In any case, the financial markets matter relatively whether QE has real effects or not, as long as it keeps rates low and provides the necessary liquidity to support prices. And if the economy is doing well, all the better. Richard Koo does not share the enthusiasm of the markets. Beware, he says, Qe only creates temporary bubbles. The monetary base explodes, but the money supply remains immobile. On the one hand, banks don't want to lend money, on the other, companies and households don't want to borrow it. And if one day, suddenly, this desire returns, the Fed would not have time to dry up all the liquidity it has created, not even with the dewatering pumps. Rates would explode and stocks and bonds would implode.

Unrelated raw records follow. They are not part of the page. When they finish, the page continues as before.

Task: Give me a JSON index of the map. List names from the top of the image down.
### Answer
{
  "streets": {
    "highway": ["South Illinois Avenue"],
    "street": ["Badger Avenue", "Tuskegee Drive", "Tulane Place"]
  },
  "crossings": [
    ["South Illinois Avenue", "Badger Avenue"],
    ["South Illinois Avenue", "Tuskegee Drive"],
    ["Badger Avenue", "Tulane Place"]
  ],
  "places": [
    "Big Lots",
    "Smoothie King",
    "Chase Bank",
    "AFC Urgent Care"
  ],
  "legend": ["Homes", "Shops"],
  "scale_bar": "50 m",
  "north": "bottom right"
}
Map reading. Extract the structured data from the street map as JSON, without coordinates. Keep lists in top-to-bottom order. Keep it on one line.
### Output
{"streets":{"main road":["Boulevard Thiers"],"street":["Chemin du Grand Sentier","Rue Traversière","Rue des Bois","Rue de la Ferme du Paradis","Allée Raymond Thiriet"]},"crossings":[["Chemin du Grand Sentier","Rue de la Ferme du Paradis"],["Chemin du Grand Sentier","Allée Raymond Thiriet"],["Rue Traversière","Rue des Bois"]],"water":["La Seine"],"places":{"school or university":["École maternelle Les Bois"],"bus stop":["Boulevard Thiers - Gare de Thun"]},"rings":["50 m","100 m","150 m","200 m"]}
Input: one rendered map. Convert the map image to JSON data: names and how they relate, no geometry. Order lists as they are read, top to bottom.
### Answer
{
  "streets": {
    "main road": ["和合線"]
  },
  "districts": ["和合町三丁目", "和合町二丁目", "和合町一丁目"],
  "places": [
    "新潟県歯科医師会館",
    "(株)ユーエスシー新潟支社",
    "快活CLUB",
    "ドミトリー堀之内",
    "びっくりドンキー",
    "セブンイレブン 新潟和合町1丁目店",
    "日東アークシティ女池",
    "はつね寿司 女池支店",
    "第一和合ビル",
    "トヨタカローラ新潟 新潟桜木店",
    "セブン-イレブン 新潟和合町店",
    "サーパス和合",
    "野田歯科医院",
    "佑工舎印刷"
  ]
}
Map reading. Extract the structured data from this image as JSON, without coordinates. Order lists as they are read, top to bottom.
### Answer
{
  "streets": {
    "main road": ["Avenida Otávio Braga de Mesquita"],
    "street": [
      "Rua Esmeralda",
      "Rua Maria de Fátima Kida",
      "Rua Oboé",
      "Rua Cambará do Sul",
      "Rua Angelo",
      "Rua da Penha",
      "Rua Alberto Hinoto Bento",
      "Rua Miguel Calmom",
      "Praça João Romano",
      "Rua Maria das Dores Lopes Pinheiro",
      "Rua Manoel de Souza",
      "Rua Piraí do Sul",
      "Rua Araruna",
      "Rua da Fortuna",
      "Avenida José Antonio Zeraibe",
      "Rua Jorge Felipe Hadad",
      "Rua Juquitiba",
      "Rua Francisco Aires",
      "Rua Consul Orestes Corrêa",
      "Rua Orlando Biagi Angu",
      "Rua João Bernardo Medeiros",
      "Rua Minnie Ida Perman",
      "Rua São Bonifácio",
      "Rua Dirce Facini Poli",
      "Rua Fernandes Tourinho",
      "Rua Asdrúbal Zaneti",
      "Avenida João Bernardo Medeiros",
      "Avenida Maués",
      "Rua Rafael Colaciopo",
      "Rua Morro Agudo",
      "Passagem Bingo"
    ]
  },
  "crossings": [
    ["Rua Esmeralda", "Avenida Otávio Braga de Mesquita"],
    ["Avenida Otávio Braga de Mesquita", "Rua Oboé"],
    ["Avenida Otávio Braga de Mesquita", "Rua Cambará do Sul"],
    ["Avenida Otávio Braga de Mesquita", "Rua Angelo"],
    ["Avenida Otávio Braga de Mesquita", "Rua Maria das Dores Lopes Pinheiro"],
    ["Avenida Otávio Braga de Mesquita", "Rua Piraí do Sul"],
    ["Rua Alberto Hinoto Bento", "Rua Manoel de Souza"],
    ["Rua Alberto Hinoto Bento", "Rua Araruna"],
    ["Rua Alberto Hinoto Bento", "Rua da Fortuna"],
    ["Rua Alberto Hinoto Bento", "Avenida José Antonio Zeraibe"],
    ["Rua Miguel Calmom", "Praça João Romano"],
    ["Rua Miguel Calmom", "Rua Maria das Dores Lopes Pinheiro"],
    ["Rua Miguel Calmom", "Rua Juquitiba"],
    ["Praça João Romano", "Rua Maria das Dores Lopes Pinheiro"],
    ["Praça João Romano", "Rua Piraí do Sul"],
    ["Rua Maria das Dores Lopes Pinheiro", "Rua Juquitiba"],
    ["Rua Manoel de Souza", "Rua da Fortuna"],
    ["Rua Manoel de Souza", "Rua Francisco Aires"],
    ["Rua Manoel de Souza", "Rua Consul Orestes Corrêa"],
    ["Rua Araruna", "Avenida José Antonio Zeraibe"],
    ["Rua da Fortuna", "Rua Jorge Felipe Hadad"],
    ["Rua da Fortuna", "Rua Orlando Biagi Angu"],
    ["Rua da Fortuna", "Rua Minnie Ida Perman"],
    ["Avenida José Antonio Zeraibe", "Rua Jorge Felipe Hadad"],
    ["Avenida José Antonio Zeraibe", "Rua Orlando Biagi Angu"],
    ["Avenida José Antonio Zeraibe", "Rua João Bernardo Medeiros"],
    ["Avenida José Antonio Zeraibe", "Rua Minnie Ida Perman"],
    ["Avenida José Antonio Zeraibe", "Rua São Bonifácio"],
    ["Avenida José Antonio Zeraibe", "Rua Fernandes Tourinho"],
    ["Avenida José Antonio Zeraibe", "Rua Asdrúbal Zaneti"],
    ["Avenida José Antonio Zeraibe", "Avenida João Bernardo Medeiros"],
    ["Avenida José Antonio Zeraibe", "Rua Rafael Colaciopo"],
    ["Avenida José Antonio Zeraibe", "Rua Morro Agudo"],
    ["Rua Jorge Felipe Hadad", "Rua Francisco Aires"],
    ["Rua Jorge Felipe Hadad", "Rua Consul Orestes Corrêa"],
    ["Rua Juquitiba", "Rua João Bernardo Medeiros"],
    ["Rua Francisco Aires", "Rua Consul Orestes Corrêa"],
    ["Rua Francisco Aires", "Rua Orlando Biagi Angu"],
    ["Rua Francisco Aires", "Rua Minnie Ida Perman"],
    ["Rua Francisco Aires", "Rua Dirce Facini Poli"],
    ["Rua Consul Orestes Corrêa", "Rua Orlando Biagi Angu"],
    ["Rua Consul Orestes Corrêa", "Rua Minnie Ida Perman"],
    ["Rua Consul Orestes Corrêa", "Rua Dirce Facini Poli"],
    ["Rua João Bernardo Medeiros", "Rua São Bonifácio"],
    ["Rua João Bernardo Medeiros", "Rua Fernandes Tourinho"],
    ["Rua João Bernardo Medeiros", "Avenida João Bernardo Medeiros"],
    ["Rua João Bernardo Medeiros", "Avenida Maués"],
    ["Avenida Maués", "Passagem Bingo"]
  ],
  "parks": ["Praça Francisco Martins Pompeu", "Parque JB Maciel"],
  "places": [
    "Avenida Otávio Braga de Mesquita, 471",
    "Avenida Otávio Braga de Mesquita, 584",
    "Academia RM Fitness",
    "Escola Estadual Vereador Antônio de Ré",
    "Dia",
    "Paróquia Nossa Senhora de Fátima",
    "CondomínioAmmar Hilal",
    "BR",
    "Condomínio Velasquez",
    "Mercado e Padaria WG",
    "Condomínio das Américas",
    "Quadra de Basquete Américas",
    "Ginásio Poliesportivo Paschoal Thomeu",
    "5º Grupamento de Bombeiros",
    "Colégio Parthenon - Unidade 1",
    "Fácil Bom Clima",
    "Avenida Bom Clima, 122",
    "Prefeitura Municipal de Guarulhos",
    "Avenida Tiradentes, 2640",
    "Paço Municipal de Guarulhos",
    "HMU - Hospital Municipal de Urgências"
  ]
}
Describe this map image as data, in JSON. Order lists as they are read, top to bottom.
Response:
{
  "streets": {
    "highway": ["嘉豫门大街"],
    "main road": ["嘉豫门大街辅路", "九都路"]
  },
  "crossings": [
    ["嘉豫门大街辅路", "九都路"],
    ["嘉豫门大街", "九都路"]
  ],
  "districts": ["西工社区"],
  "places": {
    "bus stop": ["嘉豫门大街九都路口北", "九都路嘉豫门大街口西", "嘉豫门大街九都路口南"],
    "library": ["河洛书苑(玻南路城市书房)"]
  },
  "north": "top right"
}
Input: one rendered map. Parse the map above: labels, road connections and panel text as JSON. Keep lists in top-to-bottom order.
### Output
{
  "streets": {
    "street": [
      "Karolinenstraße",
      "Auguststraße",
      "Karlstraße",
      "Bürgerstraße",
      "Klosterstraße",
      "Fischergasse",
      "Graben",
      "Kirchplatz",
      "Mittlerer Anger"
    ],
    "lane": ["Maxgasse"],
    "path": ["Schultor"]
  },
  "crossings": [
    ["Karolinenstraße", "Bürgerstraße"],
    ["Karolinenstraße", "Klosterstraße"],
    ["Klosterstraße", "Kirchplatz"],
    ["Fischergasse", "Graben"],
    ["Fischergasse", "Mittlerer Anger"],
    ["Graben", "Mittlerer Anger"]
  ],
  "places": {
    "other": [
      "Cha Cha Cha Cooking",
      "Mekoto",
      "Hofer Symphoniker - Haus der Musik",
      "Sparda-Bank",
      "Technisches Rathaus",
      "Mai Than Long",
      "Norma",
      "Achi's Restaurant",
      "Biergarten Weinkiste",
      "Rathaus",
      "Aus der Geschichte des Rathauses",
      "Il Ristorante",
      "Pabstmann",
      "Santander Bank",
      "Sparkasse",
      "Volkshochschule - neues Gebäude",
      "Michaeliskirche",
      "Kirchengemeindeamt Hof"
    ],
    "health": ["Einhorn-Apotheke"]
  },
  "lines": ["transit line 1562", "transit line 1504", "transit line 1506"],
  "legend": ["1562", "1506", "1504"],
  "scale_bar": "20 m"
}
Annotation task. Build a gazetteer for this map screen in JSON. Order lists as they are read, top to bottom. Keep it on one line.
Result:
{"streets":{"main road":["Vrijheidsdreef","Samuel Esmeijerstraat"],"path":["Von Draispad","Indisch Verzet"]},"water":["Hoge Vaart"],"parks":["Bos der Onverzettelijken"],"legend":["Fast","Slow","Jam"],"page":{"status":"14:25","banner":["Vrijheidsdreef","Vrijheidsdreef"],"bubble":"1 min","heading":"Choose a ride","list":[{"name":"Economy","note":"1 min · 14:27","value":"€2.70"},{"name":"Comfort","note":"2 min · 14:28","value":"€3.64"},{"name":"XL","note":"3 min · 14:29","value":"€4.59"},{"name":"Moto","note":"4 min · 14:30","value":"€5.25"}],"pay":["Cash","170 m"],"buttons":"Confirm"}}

Koo's analyzes are always fascinating, and his argument about the impotence of monetary policy in times of a liquidity trap (and the need for fiscal intervention in its stead) deserves attention. One cannot fail to notice, however, that Koo himself, in line with Robert Fisher's theses, argues that it may take decades for animal spirits wounded by a debt crisis (as in the 2008s and after XNUMX) to recover and come back to life. The explosion in the money supply, therefore, looms a long way off.

Our very practical conclusion is that the distribution and consumption of Mariani del Qe wine, although temporarily suspended in the United States, will continue unaffected globally for some years. The depletion of unused resources in the United States (12-18 months away from full employment) will cause wage inflation to begin (and some market volatility), but inflation will be reabsorbed by a further appreciation of the dollar.

Stock exchanges will remain elevated, but we will only accompany them up to a certain point. We will probably start reducing our exposure to equities as early as January. It will be possible to act calmly, but the goal, unless new factors arise, will be to arrive at the end of 2015 underweight.

Mariani wine remained on the market for forty years. At the beginning of the twentieth century it was prohibited in Italy and then in other countries. Someone began to exaggerate with the doses and the first side effects of continued use began to become evident. Today it is occasionally found offered alongside Cialis and Viagra in e-mail spam.

QE, which is six years old in these days, will accompany the West in the long phase of fiscal crisis linked to the aging of the population. Debt monetization will continue to be the easiest way to avoid deflation and bankruptcy waves. If Marine Le Pen becomes president in 2017, France will leave the euro and the eurozone will dissolve. The first decision that many European countries will take will be to launch massive Qe programs. Someone, sooner or later, will exaggerate and the effects
side effects of prolonged use will gradually become heavier.

The popular tonic for poor economies will then be initially limited, then prohibited by law and then demonized. In any case, Le Pen is currently only the favourite, but her road is still long and arduous.